Urras Brosnachaidh na Gàidhlig a’ sireadh fuasgladh air an suidheachadh doirbh aig Spòrs Gàidhlig
Urras Brosnachaidh na Gàidhlig (The Gaelic Language Promotion Trust) has called for all the agencies involved in Gaelic education and community activity to come together to try to resolve the issues that have led to the imminent closure of Spòrs Gàidhlig.
Spòrs Gàidhlig is a social enterprise working throughout Scotland that has been creating opportunities for young people to use and learn about Gaelic in a fun, active and supportive setting.
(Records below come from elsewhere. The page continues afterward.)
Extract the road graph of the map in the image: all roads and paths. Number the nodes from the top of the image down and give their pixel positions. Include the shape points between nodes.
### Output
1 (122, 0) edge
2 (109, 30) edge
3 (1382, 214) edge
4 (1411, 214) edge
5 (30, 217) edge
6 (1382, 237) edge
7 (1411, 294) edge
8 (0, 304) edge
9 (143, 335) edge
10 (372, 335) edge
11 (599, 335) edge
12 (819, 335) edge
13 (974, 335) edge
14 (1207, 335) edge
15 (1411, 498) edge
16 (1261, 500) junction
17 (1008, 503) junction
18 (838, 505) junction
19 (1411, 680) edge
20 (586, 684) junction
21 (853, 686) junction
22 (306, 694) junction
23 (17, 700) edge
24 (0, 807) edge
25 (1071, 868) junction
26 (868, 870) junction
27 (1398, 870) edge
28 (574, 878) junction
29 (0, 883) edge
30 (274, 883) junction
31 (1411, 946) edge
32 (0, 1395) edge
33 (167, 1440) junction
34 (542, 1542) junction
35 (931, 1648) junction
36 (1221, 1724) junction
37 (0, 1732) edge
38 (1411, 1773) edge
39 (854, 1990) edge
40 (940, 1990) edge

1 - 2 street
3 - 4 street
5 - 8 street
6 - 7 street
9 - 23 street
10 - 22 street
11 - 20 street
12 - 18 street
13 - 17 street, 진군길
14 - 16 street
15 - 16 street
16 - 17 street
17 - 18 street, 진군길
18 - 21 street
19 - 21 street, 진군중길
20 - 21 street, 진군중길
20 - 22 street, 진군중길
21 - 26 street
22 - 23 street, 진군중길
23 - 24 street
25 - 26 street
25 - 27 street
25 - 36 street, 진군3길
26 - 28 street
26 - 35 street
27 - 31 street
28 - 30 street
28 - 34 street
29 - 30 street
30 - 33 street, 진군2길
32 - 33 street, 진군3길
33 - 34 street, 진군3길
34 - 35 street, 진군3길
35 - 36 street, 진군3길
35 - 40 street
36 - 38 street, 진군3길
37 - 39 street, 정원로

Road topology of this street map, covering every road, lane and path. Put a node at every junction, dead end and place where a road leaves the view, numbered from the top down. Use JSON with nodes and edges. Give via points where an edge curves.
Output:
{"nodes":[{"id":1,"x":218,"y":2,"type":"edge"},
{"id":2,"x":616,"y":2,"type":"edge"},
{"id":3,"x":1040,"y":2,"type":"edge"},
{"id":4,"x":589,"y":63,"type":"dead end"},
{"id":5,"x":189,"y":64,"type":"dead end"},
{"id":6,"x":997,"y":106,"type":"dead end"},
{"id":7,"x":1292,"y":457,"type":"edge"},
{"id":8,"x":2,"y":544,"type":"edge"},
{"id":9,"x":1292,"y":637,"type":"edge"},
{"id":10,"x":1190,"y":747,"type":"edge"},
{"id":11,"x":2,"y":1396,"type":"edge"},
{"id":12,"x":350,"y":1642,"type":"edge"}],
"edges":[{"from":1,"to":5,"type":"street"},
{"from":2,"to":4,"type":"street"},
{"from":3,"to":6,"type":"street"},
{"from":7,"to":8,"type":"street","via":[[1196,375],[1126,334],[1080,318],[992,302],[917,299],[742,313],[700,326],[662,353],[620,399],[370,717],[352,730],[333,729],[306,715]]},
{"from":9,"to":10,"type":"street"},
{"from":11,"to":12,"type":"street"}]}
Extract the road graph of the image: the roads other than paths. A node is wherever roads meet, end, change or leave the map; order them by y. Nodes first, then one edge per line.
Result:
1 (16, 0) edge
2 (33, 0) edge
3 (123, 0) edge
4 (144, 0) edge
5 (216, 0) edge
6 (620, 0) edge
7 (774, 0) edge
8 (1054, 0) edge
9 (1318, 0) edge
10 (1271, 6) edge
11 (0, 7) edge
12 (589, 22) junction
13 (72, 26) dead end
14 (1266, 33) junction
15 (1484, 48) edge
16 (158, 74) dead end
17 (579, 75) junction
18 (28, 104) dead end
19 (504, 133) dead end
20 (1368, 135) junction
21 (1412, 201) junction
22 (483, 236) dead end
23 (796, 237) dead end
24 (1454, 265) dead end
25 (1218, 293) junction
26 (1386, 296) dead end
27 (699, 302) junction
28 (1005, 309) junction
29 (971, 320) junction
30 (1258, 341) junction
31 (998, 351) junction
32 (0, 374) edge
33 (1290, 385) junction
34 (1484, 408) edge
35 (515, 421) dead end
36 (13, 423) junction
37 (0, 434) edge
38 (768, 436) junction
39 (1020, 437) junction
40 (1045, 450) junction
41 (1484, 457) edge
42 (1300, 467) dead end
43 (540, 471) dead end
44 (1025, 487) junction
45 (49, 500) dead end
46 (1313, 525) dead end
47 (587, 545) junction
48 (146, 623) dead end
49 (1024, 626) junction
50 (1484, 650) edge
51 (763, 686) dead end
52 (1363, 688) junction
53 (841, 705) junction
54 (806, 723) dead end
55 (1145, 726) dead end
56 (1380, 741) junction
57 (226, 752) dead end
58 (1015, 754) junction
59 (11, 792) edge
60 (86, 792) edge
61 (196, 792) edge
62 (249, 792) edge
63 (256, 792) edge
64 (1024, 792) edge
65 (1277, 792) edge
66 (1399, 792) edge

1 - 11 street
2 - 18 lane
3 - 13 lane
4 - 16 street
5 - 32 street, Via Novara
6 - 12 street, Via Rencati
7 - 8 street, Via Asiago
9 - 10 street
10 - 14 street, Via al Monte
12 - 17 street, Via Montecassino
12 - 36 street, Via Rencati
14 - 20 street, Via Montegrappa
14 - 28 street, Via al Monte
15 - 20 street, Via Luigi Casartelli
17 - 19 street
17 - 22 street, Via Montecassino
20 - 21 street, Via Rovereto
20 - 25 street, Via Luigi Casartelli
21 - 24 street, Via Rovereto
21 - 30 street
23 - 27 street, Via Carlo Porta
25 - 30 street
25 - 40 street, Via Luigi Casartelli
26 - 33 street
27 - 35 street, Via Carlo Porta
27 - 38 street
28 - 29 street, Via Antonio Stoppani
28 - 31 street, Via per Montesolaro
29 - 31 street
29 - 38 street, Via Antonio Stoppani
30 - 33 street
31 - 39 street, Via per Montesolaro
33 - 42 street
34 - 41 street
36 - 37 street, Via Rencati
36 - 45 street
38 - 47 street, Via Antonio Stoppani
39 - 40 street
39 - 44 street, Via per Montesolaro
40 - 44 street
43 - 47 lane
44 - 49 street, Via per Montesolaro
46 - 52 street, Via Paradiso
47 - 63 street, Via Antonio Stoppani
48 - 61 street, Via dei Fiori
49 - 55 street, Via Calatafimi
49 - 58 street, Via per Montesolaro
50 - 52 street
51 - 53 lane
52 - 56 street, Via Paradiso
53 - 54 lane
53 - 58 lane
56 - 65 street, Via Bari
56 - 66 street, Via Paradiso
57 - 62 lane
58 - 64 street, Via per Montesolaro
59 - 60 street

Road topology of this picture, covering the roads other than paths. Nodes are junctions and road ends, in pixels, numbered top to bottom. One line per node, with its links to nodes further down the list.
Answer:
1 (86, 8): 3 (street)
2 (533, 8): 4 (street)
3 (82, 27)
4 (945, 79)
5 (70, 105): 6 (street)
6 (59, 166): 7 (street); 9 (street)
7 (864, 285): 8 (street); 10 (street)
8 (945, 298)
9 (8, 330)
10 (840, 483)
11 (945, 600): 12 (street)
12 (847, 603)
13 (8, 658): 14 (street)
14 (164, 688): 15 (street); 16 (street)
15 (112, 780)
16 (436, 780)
The group, which has three employees, offered outdoor activities, residential camps, educational programmes and sporting events.
Urras Brosnachaidh na Gàidhlig recently approved a grant application from Spòrs Gàidhlig and awarded the organisation a modest level of funding to help purchase equipment to facilitate better access to Spòrs Gàidhlig’s outdoor education activity programme and sporting events. Urras Brosnachaidh na Gàidhlig expressed disappointment that their financial assistance will not now be taken up. While the grant will be returned to the Trust’s own resources, the investment in Spòrs Gàidhlig’s activities was seen as a small, but important contribution to activities which are closely aligned to Urras Brosnachaidh na Gàidhlig’s own aspirations and activities, and which would have ultimately have contributed to increased levels of Gaelic usage amongst young people.
Urras Brosnachaidh na Gàidhlig Chairperson Alasdair Gilles said:
“Trustees were very impressed with the proposal we received and were very willing to look at ways we could assist within our means. Spòrs Gàidhlig was working in key areas which are of interest to us as a charitable organisation – Gaelic education and young people. It is vitally important that Gaelic is seen to be used both in school and out with the confines of the playground and classroom. Sport and related outdoor activities provide a perfect platform for children to develop their linguistic skills, enabling them to become more confident in their use of Gaelic and eager to learn more about the language. While not privy to the detail of what has led to this unfortunate situation, we would appeal to everyone concerned, including the Scottish Government and Gaelic organisations, to come together to try to help to achieve a positive outcome.”